Task instructions. Below are entries to return in full. Keep each one exact.
━━━━━━━━
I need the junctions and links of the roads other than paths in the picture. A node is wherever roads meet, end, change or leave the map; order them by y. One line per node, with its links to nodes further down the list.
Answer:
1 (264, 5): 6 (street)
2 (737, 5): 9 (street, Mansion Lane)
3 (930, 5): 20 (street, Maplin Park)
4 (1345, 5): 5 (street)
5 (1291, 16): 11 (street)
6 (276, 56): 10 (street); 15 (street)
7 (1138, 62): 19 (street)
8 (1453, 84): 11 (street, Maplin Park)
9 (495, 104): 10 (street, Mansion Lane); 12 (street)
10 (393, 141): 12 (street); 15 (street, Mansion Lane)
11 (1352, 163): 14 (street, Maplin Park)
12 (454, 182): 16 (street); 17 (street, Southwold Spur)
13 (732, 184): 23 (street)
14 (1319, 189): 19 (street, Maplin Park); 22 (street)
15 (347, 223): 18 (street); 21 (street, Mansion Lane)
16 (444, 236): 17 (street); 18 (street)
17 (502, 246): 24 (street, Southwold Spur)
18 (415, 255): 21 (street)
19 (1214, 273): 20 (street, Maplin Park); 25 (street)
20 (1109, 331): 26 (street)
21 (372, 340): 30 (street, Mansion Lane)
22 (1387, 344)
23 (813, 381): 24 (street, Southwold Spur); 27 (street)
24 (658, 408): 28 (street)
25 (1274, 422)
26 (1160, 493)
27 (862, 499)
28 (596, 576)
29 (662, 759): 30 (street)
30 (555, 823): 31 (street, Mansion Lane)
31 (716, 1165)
━━━━━━━━
Response below.
I need the junctions and links of the roads other than paths in the picture. A node is wherever roads meet, end, change or leave the map; order them by y. One line per node, with its links to nodes further down the list.
Answer:
1 (264, 5): 6 (street)
2 (737, 5): 9 (street, Mansion Lane)
3 (930, 5): 20 (street, Maplin Park)
4 (1345, 5): 5 (street)
5 (1291, 16): 11 (street)
6 (276, 56): 10 (street); 15 (street)
7 (1138, 62): 19 (street)
8 (1453, 84): 11 (street, Maplin Park)
9 (495, 104): 10 (street, Mansion Lane); 12 (street)
10 (393, 141): 12 (street); 15 (street, Mansion Lane)
11 (1352, 163): 14 (street, Maplin Park)
12 (454, 182): 16 (street); 17 (street, Southwold Spur)
13 (732, 184): 23 (street)
14 (1319, 189): 19 (street, Maplin Park); 22 (street)
15 (347, 223): 18 (street); 21 (street, Mansion Lane)
16 (444, 236): 17 (street); 18 (street)
17 (502, 246): 24 (street, Southwold Spur)
18 (415, 255): 21 (street)
19 (1214, 273): 20 (street, Maplin Park); 25 (street)
20 (1109, 331): 26 (street)
21 (372, 340): 30 (street, Mansion Lane)
22 (1387, 344)
23 (813, 381): 24 (street, Southwold Spur); 27 (street)
24 (658, 408): 28 (street)
25 (1274, 422)
26 (1160, 493)
27 (862, 499)
28 (596, 576)
29 (662, 759): 30 (street)
30 (555, 823): 31 (street, Mansion Lane)
31 (716, 1165)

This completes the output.